Appellant is required by rule 15 of this court to deliver a copy of his brief to the attorney for the respondent at least twenty days before the day on which the cause is docketed for hearing; and the counsel for respondent is required, at least eight days before the day the cause is docketed for hearing, to deliver to the counsel for appellant a copy of his statement and brief; and both appellant and respondent are required to file with the clerk of the court five copies each of their respective briefs on or before the day next preceding the day on which said cause is docketed for hearing, together with proof of service. The counsel for appellant may, if he desires, within five days after the service on him of the respondent's brief, serve and file a reply thereto in the manner designated. A supplemental or amended statement cannot be filed without the consent of the court and, ordinarily, ought not be permitted to be filed after the service by respondent of his brief and statement; and, where filed without such consent, it cannot be considered. Harding v. Bedoll, 202 Mo. 625, loc. cit. 636, 637, 100 S. W. 638; Everett v. Butler, 192 Mo. 564, loc. cit. 569, 91 S. W. 890; Hoffman v. Loudon, 96 Mo. App. 184, loc. cit. 188, 70 S. W. 162.

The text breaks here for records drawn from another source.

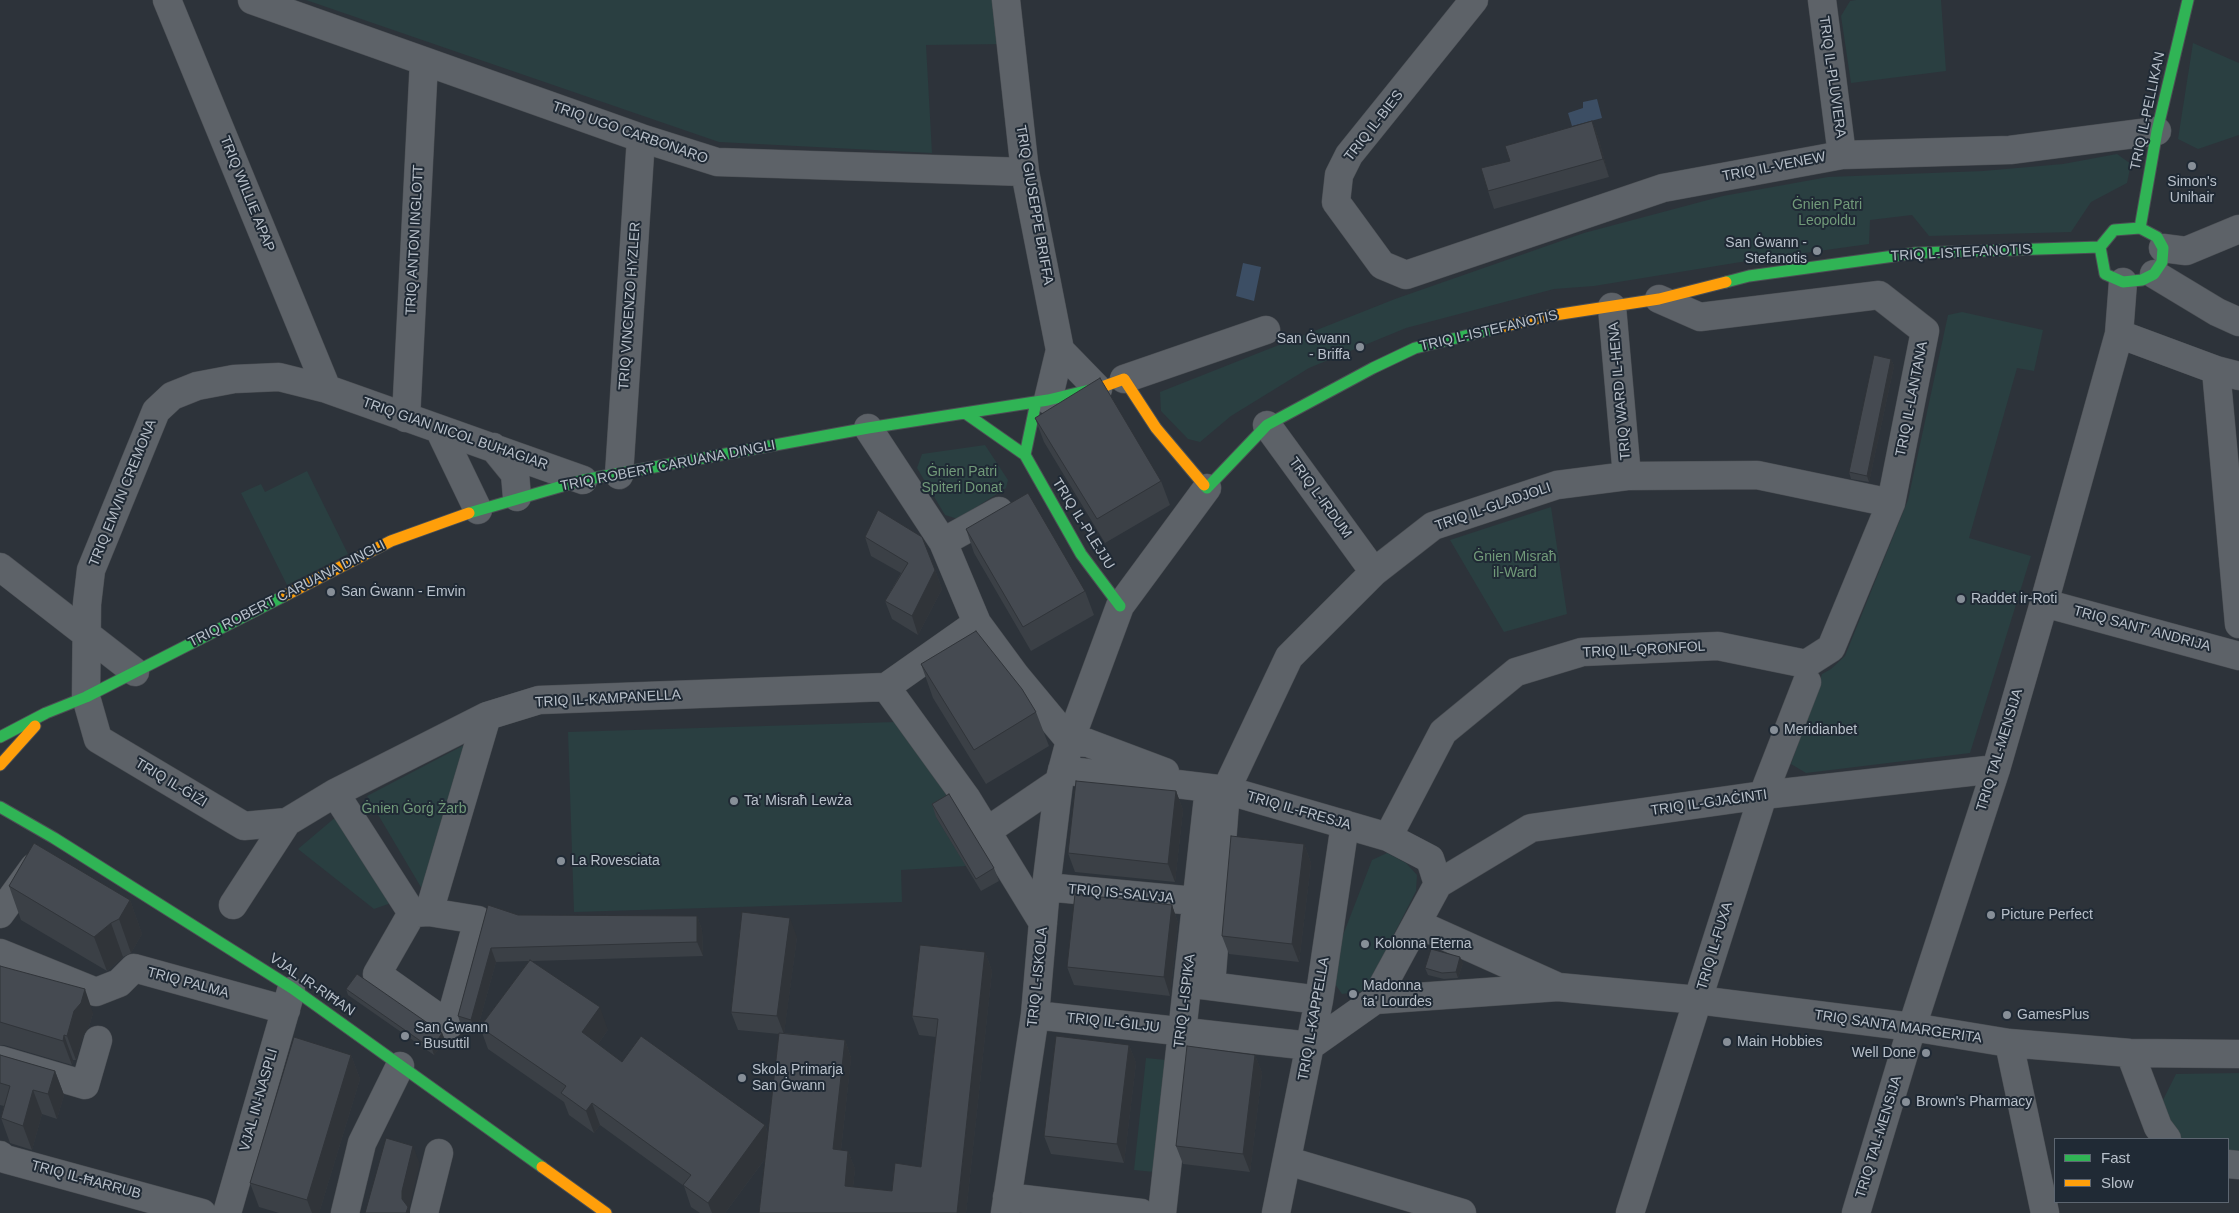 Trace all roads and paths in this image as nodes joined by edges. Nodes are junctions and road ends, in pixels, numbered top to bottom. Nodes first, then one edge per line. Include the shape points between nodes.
1 (167, 0) edge
2 (252, 0) edge
3 (1006, 0) edge
4 (1474, 0) edge
5 (1822, 0) edge
6 (2188, 0) edge
7 (424, 61) junction
8 (2157, 131) junction
9 (641, 138) junction
10 (1842, 155) junction
11 (1025, 172) junction
12 (2140, 228) junction
13 (2239, 229) edge
14 (2100, 247) junction
15 (2162, 248) junction
16 (1406, 274) joint
17 (2154, 274) junction
18 (2123, 282) junction
19 (1659, 299) junction
20 (1612, 307) junction
21 (2239, 322) edge
22 (1266, 330) dead end
23 (2119, 334) junction
24 (1060, 350) junction
25 (2228, 373) edge
26 (1124, 379) junction
27 (327, 389) junction
28 (1098, 389) junction
29 (1042, 401) junction
30 (966, 413) junction
31 (406, 418) junction
32 (1267, 425) junction
33 (868, 428) junction
34 (439, 429) junction
35 (493, 447) junction
36 (1025, 455) junction
37 (618, 475) junction
38 (1627, 476) junction
39 (583, 480) junction
40 (1207, 488) junction
41 (1028, 495) junction
42 (517, 497) junction
43 (1891, 503) junction
44 (478, 510) junction
45 (944, 542) junction
46 (0, 567) edge
47 (1374, 572) junction
48 (2044, 603) junction
49 (1120, 606) junction
50 (977, 623) junction
51 (2239, 624) edge
52 (88, 637) junction
53 (2239, 656) edge
54 (134, 672) junction
55 (1807, 673) junction
56 (886, 687) junction
57 (86, 697) junction
58 (46, 713) junction
59 (487, 716) junction
60 (0, 737) edge
61 (1070, 741) junction
62 (0, 765) edge
63 (1996, 769) junction
64 (1061, 776) junction
65 (1217, 789) junction
66 (336, 793) junction
67 (1763, 795) junction
68 (0, 807) edge
69 (287, 822) junction
70 (1345, 824) junction
71 (987, 831) junction
72 (1388, 837) junction
73 (54, 838) junction
74 (1438, 884) junction
75 (1046, 887) junction
76 (1195, 901) junction
77 (233, 905) dead end
78 (0, 914) edge
79 (1043, 923) junction
80 (1418, 924) junction
81 (0, 953) edge
82 (1199, 985) junction
83 (1558, 987) junction
84 (289, 999) junction
85 (1319, 1000) junction
86 (1375, 1000) junction
87 (1698, 1000) junction
88 (1035, 1015) junction
89 (1912, 1027) junction
90 (1181, 1031) junction
91 (98, 1040) dead end
92 (2008, 1043) junction
93 (1310, 1046) junction
94 (2130, 1053) junction
95 (2239, 1054) edge
96 (0, 1060) edge
97 (400, 1066) junction
98 (2166, 1138) edge
99 (440, 1153) dead end
100 (0, 1155) edge
101 (1288, 1161) junction
102 (596, 1205) junction
103 (1006, 1205) edge
104 (202, 1213) edge
105 (227, 1213) edge
106 (344, 1213) edge
107 (424, 1213) edge
108 (606, 1213) edge
109 (612, 1213) edge
110 (1141, 1213) edge
111 (1162, 1213) edge
112 (1276, 1213) edge
113 (1462, 1213) edge
114 (1630, 1213) edge
115 (1856, 1213) edge
116 (2045, 1213) edge

1 - 27 street, TRIQ WILLIE APAP
2 - 7 street, TRIQ UGO CARBONARO
3 - 11 street, TRIQ GIUSEPPE BRIFFA
4 - 16 street, TRIQ IL-BIES via 1349,155 1339,175 1336,202 1382,265
5 - 10 street, TRIQ IL-PLUVIERA
6 - 8 street, TRIQ IL-PELLIKAN
7 - 9 street, TRIQ UGO CARBONARO
7 - 31 street, TRIQ ANTON INGLOTT
8 - 10 street, TRIQ IL-VENEW via 2010,150
8 - 12 street, TRIQ IL-PELLIKAN
9 - 11 street, TRIQ UGO CARBONARO via 717,162
9 - 37 street, TRIQ VINCENZO HYZLER
10 - 16 street, TRIQ IL-VENEW via 1663,188
11 - 24 street, TRIQ GIUSEPPE BRIFFA
12 - 14 street via 2114,230
12 - 15 street via 2157,237
13 - 15 street via 2186,251
14 - 18 street via 2105,274
14 - 19 street, TRIQ L-ISTEFANOTIS via 1916,253 1749,276
15 - 17 street via 2162,262
17 - 18 street via 2142,280
17 - 21 street
18 - 23 street, TRIQ TAL-MENSIJA
19 - 20 street, TRIQ L-ISTEFANOTIS
19 - 43 street, TRIQ IL-LANTANA via 1700,316 1878,295 1925,330
20 - 32 street, TRIQ L-ISTEFANOTIS via 1548,316 1415,348
20 - 38 street, TRIQ WARD IL-HENA
22 - 26 street, TRIQ ROBERT CARUANA DINGLI
23 - 25 street
23 - 48 street, TRIQ TAL-MENSIJA
24 - 28 street
24 - 29 street, TRIQ GIUSEPPE BRIFFA
25 - 51 street
26 - 28 street, TRIQ ROBERT CARUANA DINGLI
26 - 40 street via 1156,428
27 - 31 street, TRIQ GIAN NICOL BUHAGIAR
27 - 52 street, TRIQ EMVIN CREMONA via 279,377 234,379 197,386 172,396 156,411 91,570
28 - 29 street, TRIQ ROBERT CARUANA DINGLI
29 - 30 street, TRIQ ROBERT CARUANA DINGLI
29 - 36 street
30 - 33 street, TRIQ ROBERT CARUANA DINGLI
30 - 36 street, TRIQ IL-PLEJJU
31 - 34 street, TRIQ GIAN NICOL BUHAGIAR
32 - 40 street, TRIQ L-ISTEFANOTIS
32 - 47 street, TRIQ L-IRDUM
33 - 37 street, TRIQ ROBERT CARUANA DINGLI
33 - 45 street
34 - 35 street, TRIQ GIAN NICOL BUHAGIAR
34 - 44 street
35 - 39 street, TRIQ GIAN NICOL BUHAGIAR
35 - 42 street via 515,474
36 - 41 street, TRIQ IL-PLEJJU
37 - 39 street, TRIQ ROBERT CARUANA DINGLI
38 - 43 street, TRIQ IL-GLADJOLI via 1757,475
38 - 47 street, TRIQ IL-GLADJOLI via 1556,485 1433,526
39 - 42 street, TRIQ ROBERT CARUANA DINGLI
40 - 49 street, TRIQ L-ISTEFANOTIS
41 - 45 street
41 - 49 street, TRIQ IL-PLEJJU via 1082,554
42 - 44 street, TRIQ ROBERT CARUANA DINGLI
43 - 55 street, TRIQ IL-LANTANA via 1831,648
44 - 54 street, TRIQ ROBERT CARUANA DINGLI via 391,541
45 - 50 street
46 - 52 street
47 - 65 street, TRIQ IL-GLADJOLI via 1289,657
48 - 53 street, TRIQ SANT' ANDRIJA
48 - 63 street, TRIQ TAL-MENSIJA
49 - 61 street, TRIQ L-ISTEFANOTIS
50 - 56 street
50 - 61 street
52 - 54 street
52 - 57 street, TRIQ EMVIN CREMONA
54 - 57 street, TRIQ ROBERT CARUANA DINGLI
55 - 67 street, TRIQ IL-FUXA
55 - 72 street, TRIQ IL-QRONFOL via 1718,646 1582,652 1516,672 1443,732
56 - 59 street, TRIQ IL-KAMPANELLA via 539,700
56 - 71 street
57 - 58 street, TRIQ ROBERT CARUANA DINGLI
57 - 69 street, TRIQ IL-ĠIŻI via 98,739 244,826
58 - 60 street, TRIQ ROBERT CARUANA DINGLI
58 - 62 street, TRIQ ROBERT CARUANA DINGLI
59 - 66 street, TRIQ IL-KAMPANELLA
59 - 66 street via 421,913
61 - 64 street, TRIQ L-ISKOLA
61 - 65 street, TRIQ IL-FRESJA via 1088,744
63 - 67 street, TRIQ IL-GJAĊINTI
63 - 89 street, TRIQ TAL-MENSIJA
64 - 65 street, TRIQ IL-FRESJA
64 - 71 street
64 - 75 street, TRIQ L-ISKOLA
65 - 70 street, TRIQ IL-FRESJA
65 - 76 street, TRIQ L-ISPIKA
65 - 82 street, TRIQ L-ISPIKA
66 - 69 street, TRIQ IL-KAMPANELLA
67 - 74 street, TRIQ IL-GJAĊINTI via 1532,828
67 - 87 street, TRIQ IL-FUXA
68 - 73 street, VJAL IR-RIĦAN
69 - 77 street, TRIQ IL-KAMPANELLA
70 - 72 street, TRIQ IL-FRESJA
70 - 85 street, TRIQ IL-KAPPELLA
71 - 79 street
72 - 74 street via 1430,859
73 - 78 street
73 - 84 street, VJAL IR-RIĦAN
74 - 80 street
75 - 76 street, TRIQ IS-SALVJA
75 - 79 street, TRIQ L-ISKOLA
76 - 82 street, TRIQ L-ISPIKA
79 - 88 street, TRIQ L-ISKOLA
80 - 83 street, TRIQ SANTA MARGERITA
80 - 86 street
81 - 84 street, TRIQ PALMA via 96,992 119,983 134,968
82 - 85 street
82 - 90 street, TRIQ L-ISPIKA
83 - 86 street, TRIQ SANTA MARGERITA
83 - 87 street, TRIQ SANTA MARGERITA
84 - 97 street, VJAL IR-RIĦAN
84 - 105 street, VJAL IN-NASPLI
85 - 93 street, TRIQ IL-KAPPELLA
86 - 93 street
87 - 89 street, TRIQ SANTA MARGERITA
87 - 114 street, TRIQ IL-FUXA
88 - 90 street, TRIQ IL-ĠILJU
88 - 103 street, TRIQ L-ISKOLA
89 - 92 street, TRIQ SANTA MARGERITA
89 - 115 street, TRIQ TAL-MENSIJA
90 - 93 street, TRIQ IL-ĠILJU
90 - 111 street, TRIQ L-ISPIKA
91 - 96 street via 85,1085
92 - 94 street, TRIQ SANTA MARGERITA
92 - 116 street
93 - 101 street, TRIQ IL-KAPPELLA
94 - 95 street, TRIQ SANTA MARGERITA
94 - 98 street via 2158,1127
97 - 102 street, VJAL IR-RIĦAN
97 - 106 street via 362,1143
99 - 107 street
100 - 104 street, TRIQ IL-ĦARRUB
101 - 112 street, TRIQ IL-KAPPELLA
101 - 113 street
102 - 108 street, VJAL IR-RIĦAN
102 - 109 street, VJAL IR-RIĦAN
103 - 110 street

In this case, the appellant failed, in his original statement, to abstract or abridge the evidence or to set out the ultimate facts shown thereby. He did not undertake to set out a statement of the facts. He proceeded upon the theory that, for the purposes of the case, it was not necessary to set out the "evidential story" and did not undertake to do so. This is not a case where a statement of facts is claimed to be defective or insufficient. There is no statement at all. The situation here is very similar to the situation in the case of Seifert v. Seifert et al. (Mo. Sup.) 52 S.W.(2d) 817, where the appeal was dismissed. The appellant contends that he was under no duty under the statute or the rule of this court to make a statement of facts because respondent was estopped from denying that there were sufficient facts in evidence to authorize the submission of the cause to the jury upon the charge of respondent's negligence under the humanitarian doctrine (upon which charge...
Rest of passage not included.